Les ministres ne semblaient
nullement convaincus. L'un d'eux annonça
triomphalement :
- Il leur sera impossible d'avancer
contre notre nouvelle armée et ils ne
tarderont pas à proposer des conditions bien
différentes. C'est alors que vous nous serez
utile. Le Roi de la Vie vous
envoie dès demain au quartier
général du prince Meng-myat-bo
à Melun. Vous y servirez
d'interprète.
- Mais ces fonctions ne sont
nullement mon affaire! s'écria le
missionnaire, effrayé par les
difficultés insurmontables qu'il
entrevoyait. Qu'on envoie Lanciego. Il n'est pas
anglais non plus et vous connaissez tous son
habileté.
- Ce n'est pas cette qualité
que nous recherchons. Il nous faut quelqu'un qui
dise la vérité et qui puisse la
reconnaître.
Adoniram songeait à la joie
qu'éprouverait Jonathan David à
remplir une telle mission.
- Alors, envoyez le docteur
Price.
Toute l'assistance se mit à
rire.
- Ne jacassez pas comme un
perroquet. Le roi subviendra à vos besoins;
vous recevrez vingt ticals et partirez demain. - Il
fit signe au gardien : On va vous loger tout
près d'ici.
La séance était
levée. Le missionnaire fut enfermé
dans une hutte voisine où, malgré le
froid et l'humidité, il put dormir quelques
heures.
Dès l'aube, on l'emmena
à la Mission où, en une demi-heure,
il dut s'habiller et préparer ses bagages.

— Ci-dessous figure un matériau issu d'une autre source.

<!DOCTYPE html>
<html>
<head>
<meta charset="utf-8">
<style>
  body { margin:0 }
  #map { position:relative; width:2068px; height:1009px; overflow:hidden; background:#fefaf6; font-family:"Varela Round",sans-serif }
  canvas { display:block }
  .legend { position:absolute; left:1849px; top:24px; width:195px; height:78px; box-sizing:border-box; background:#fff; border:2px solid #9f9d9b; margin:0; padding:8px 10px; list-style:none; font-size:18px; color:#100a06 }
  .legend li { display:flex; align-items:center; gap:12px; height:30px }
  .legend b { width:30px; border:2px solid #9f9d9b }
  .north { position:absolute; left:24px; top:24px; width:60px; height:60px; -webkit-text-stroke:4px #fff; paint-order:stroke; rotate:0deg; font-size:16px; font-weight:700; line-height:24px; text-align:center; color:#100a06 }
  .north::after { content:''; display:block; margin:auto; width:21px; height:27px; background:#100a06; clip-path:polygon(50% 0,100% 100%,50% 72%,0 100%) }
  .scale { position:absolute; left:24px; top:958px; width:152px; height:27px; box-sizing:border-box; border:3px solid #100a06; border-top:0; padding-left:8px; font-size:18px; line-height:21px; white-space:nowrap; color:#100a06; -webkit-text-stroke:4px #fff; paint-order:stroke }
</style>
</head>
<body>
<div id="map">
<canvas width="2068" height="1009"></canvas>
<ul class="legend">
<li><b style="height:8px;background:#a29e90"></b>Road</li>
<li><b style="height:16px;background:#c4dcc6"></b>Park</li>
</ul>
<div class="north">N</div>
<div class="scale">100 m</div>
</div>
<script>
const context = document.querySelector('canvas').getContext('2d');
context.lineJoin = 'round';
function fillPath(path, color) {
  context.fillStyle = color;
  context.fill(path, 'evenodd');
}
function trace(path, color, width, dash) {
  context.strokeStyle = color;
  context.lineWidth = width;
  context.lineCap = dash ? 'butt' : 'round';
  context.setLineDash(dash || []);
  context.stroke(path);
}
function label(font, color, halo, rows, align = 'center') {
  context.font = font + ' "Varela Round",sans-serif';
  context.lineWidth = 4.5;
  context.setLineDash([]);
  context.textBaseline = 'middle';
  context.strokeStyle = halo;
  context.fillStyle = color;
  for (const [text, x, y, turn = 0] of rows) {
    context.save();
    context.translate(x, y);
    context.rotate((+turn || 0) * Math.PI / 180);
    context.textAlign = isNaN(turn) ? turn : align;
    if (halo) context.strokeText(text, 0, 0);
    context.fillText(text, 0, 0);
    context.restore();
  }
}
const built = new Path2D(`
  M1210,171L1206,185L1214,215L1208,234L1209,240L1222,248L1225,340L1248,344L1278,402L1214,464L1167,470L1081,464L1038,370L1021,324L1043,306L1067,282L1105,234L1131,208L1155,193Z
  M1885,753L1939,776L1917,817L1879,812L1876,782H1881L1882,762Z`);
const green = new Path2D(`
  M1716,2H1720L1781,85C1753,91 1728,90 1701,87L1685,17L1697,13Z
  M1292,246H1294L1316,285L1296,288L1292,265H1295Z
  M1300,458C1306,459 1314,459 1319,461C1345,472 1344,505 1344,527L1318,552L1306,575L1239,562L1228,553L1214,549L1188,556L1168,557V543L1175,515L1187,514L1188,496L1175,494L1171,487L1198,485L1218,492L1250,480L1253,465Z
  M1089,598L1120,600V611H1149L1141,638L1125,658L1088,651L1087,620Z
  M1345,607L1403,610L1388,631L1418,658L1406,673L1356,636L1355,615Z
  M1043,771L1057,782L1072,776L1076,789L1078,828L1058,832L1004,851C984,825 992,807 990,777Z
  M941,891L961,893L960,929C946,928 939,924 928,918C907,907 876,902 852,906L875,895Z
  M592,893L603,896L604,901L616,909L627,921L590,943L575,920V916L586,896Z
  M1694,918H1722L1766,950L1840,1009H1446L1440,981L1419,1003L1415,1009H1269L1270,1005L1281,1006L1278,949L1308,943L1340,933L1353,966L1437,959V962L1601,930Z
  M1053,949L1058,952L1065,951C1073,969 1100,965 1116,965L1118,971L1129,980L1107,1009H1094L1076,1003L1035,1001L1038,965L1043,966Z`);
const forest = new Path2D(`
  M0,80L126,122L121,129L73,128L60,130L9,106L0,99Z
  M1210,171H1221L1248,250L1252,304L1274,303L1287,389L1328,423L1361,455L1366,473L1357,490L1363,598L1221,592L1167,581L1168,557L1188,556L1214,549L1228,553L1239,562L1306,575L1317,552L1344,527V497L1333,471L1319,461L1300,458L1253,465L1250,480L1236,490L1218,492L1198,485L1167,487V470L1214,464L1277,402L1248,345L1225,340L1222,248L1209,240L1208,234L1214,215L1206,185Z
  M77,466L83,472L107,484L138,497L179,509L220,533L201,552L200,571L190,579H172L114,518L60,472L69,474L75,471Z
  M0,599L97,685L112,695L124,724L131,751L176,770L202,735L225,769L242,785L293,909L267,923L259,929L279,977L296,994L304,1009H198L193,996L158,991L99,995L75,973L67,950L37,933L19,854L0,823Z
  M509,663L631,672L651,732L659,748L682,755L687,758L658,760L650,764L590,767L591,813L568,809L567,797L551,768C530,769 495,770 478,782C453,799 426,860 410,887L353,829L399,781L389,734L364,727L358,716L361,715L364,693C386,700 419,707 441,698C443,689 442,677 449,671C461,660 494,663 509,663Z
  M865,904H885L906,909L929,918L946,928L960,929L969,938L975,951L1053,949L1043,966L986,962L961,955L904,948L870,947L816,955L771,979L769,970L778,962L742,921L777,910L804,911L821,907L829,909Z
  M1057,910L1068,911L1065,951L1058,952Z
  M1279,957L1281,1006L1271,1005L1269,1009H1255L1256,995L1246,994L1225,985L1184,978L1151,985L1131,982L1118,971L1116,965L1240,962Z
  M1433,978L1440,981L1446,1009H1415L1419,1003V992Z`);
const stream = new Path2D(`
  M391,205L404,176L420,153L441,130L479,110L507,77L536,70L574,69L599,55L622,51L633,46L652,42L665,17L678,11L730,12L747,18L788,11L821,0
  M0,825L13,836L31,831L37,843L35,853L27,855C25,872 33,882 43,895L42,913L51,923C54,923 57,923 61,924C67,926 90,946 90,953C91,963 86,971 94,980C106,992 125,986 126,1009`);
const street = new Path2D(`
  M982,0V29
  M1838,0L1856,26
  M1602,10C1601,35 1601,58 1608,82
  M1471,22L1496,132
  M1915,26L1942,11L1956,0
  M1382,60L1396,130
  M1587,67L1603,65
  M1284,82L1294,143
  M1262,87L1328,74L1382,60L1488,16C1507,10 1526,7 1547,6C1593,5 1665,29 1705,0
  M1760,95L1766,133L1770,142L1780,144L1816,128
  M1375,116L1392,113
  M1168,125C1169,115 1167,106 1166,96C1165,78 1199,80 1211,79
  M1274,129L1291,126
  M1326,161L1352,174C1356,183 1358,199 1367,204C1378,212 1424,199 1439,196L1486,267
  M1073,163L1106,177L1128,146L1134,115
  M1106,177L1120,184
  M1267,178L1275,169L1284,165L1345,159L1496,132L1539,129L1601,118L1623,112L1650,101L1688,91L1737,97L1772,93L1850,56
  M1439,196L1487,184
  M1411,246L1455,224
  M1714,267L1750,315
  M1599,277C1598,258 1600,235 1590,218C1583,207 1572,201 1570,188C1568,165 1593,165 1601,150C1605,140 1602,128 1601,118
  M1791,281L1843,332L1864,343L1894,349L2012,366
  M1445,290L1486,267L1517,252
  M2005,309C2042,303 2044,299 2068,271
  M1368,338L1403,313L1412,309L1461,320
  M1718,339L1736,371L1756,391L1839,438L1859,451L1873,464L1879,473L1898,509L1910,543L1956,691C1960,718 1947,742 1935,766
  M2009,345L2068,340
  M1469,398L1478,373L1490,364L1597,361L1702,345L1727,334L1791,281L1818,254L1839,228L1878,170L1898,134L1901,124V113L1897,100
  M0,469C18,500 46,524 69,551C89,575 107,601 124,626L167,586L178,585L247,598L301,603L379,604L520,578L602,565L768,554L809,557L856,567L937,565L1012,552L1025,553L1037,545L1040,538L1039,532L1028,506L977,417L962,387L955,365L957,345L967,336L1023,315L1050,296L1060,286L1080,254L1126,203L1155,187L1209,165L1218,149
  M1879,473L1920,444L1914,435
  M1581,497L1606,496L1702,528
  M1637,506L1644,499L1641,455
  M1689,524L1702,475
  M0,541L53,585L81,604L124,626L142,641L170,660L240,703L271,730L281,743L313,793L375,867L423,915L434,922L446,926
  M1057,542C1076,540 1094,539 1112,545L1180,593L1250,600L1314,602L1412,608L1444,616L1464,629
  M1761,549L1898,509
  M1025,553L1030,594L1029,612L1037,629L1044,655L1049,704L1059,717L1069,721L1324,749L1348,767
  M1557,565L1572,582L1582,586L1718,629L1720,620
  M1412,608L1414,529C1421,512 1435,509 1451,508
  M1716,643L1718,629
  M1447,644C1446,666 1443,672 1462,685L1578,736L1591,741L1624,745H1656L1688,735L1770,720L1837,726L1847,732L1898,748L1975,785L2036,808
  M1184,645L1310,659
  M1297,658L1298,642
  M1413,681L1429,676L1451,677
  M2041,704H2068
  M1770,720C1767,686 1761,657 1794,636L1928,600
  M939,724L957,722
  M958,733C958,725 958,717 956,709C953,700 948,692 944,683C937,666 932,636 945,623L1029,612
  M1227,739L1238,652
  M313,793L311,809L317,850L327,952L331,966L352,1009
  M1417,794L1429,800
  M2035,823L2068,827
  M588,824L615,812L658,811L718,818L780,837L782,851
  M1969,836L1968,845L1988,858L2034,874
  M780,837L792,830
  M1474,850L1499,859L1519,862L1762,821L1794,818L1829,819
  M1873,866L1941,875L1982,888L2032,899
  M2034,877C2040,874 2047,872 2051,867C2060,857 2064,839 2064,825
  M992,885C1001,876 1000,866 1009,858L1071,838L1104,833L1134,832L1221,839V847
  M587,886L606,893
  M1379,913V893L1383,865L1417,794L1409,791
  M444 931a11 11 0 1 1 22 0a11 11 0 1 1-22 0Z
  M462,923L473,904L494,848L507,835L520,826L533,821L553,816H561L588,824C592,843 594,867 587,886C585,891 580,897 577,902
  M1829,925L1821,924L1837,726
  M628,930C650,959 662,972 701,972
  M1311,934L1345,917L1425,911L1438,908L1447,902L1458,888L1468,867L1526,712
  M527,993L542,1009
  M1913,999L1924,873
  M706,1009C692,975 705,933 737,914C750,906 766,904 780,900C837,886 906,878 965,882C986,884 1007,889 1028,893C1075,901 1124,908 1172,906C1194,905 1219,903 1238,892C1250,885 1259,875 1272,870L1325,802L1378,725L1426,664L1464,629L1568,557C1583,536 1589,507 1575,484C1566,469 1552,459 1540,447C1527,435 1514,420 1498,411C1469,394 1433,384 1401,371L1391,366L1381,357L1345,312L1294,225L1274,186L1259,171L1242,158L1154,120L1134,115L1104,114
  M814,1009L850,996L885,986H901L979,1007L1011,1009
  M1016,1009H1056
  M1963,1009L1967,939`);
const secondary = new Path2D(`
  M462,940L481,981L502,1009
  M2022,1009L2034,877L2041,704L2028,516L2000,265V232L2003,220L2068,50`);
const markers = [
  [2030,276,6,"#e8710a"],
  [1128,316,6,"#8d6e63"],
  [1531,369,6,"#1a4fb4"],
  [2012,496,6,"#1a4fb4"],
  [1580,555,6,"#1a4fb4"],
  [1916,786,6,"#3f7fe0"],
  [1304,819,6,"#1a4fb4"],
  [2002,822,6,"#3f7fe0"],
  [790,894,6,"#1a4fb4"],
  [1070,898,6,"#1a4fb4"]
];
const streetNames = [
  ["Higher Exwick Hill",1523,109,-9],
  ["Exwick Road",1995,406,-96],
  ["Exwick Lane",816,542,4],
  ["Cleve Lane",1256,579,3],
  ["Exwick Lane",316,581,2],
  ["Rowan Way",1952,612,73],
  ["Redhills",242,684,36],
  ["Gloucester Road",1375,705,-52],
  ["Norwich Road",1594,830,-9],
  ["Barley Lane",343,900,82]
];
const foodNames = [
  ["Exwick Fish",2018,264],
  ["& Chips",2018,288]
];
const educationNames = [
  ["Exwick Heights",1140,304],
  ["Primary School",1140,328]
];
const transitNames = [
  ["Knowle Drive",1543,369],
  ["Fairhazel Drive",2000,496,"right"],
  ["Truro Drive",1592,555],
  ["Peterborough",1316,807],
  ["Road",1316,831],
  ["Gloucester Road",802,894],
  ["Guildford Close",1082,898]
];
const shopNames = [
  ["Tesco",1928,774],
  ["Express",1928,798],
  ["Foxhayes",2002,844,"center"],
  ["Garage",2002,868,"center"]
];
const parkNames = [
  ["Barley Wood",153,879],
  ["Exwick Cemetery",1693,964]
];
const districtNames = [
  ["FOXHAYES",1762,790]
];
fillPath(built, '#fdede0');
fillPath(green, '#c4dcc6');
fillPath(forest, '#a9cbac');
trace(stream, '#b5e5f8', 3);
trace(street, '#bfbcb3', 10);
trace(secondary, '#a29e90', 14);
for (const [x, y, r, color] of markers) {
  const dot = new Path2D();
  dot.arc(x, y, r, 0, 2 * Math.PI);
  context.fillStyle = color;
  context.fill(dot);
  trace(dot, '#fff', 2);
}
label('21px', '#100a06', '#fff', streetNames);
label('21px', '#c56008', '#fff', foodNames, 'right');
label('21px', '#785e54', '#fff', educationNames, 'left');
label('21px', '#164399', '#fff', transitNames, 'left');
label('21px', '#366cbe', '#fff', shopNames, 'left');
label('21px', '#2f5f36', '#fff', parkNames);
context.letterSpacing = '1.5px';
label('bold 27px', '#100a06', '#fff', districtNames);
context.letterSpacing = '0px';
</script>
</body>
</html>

Les minutes s'envolaient tandis qu'Anne et lui se
retrouvaient, presque heureux.
Le soleil venait d'apparaître
lorsqu'on le fit monter à bord d'un canot
qui partit immédiatement.
Trois jours plus tard, il arrivait
en vue du rivage de Melun, où une vaste
cité provisoire s'étageait jusqu'au
sommet des collines. Pendant le trajet, Adoniram
fut traité convenablement, mais dès
qu'il mit pied à terre, on le conduisit sous
bonne escorte à une hutte sans fenêtre
dans laquelle régnait une chaleur
intolérable. Ses protestations
demeurèrent sans réponse. Au bout de
quelques heures de ce régime, la
fièvre l'avait repris. Les moustiques ne
cessaient de le harceler. Aussi, le lendemain
matin, un officier, qui entrait chez lui pour se
faire traduire un journal de Calcutta, le
trouva-t-il évanoui; les coups de pied
furent impuissants à lui rendre conscience.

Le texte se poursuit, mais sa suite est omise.